#### [PROBLEM REQUIREMENTS]
Each line in the entries below that holds the string "perle" must be copied.
(RECORDS FOR THIS TASK begins)
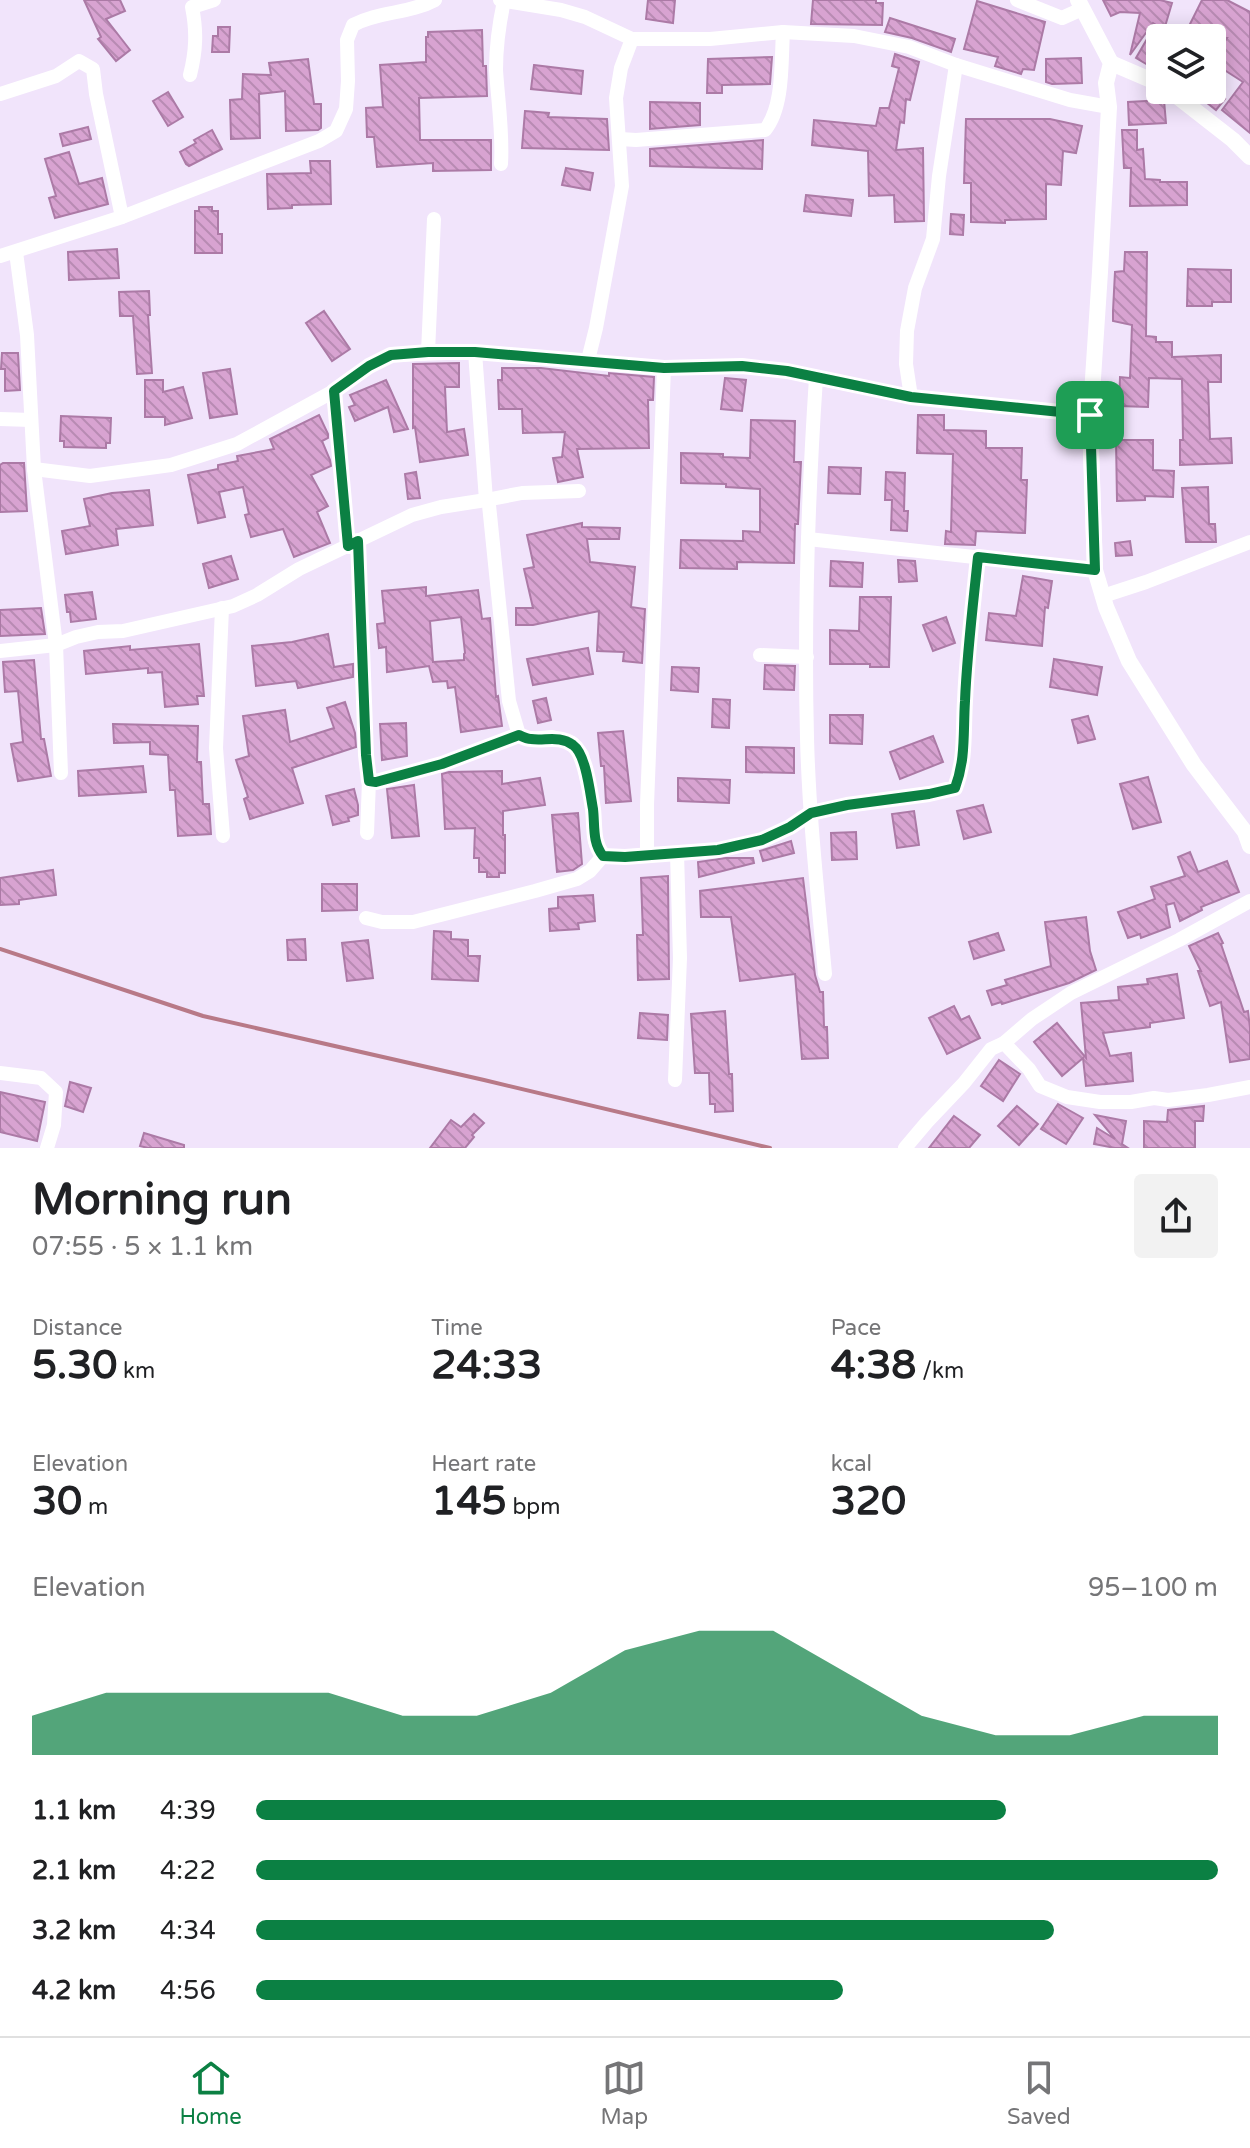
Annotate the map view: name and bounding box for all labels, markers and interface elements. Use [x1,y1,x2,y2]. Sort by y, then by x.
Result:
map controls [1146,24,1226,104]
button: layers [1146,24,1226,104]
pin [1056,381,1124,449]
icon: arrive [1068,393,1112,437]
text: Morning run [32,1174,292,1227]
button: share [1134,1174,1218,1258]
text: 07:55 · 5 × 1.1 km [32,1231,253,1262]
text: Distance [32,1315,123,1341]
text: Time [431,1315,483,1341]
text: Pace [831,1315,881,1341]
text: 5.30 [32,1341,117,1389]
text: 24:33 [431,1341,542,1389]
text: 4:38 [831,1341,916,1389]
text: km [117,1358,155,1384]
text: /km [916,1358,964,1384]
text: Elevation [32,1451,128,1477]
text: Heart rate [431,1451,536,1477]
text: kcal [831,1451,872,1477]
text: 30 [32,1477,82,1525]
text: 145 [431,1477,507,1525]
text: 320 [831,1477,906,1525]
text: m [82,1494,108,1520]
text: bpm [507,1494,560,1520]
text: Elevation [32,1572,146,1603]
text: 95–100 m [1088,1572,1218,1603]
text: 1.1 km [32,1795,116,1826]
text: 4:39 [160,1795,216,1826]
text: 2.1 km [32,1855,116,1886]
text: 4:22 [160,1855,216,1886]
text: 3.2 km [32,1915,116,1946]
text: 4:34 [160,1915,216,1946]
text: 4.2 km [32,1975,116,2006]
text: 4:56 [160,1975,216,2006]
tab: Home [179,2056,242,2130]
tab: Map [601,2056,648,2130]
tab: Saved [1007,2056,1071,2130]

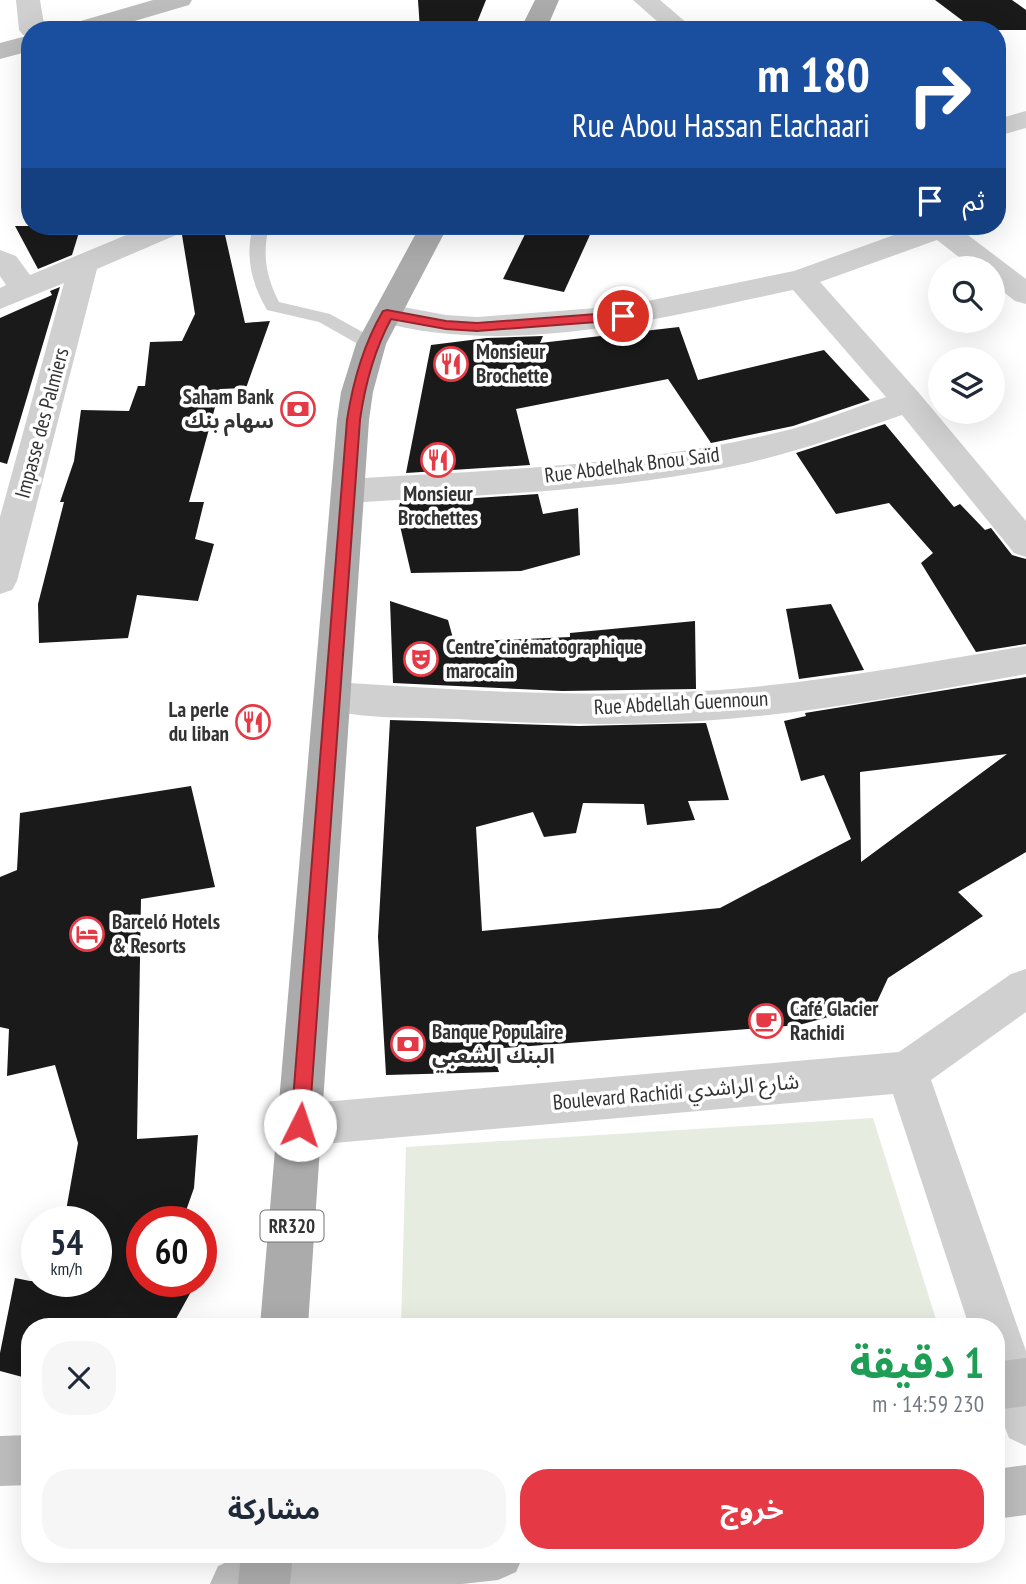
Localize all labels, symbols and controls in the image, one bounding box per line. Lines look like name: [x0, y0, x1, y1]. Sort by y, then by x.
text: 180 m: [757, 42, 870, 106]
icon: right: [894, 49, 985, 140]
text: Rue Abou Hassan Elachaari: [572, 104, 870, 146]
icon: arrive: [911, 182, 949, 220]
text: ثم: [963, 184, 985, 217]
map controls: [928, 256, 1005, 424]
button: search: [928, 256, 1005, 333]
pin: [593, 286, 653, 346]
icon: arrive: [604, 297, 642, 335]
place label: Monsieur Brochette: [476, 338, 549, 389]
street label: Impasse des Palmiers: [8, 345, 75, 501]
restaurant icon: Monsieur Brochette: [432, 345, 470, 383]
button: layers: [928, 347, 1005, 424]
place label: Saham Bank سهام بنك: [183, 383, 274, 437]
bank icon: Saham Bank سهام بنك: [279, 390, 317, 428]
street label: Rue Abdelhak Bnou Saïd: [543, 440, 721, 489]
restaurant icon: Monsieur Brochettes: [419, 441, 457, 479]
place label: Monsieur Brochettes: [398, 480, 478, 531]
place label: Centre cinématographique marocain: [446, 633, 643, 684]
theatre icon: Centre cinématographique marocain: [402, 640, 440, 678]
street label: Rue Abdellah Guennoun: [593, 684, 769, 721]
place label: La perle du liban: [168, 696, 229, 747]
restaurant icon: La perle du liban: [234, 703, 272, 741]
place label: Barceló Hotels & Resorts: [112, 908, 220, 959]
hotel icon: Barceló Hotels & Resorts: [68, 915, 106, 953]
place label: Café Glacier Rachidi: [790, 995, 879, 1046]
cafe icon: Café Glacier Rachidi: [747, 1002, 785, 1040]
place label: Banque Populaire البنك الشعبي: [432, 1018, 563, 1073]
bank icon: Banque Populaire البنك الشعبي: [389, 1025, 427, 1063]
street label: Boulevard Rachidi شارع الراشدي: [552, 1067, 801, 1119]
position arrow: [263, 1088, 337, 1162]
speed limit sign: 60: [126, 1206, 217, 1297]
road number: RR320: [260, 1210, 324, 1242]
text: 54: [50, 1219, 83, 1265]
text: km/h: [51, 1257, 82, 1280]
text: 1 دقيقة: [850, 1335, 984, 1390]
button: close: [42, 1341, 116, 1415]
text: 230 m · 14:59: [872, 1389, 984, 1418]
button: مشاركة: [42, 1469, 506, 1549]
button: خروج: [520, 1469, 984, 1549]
(RECORDS FOR THIS TASK ends)
#### [FINISHED EXERCISE]
place label: La perle du liban: [168, 696, 229, 747]
restaurant icon: La perle du liban: [234, 703, 272, 741]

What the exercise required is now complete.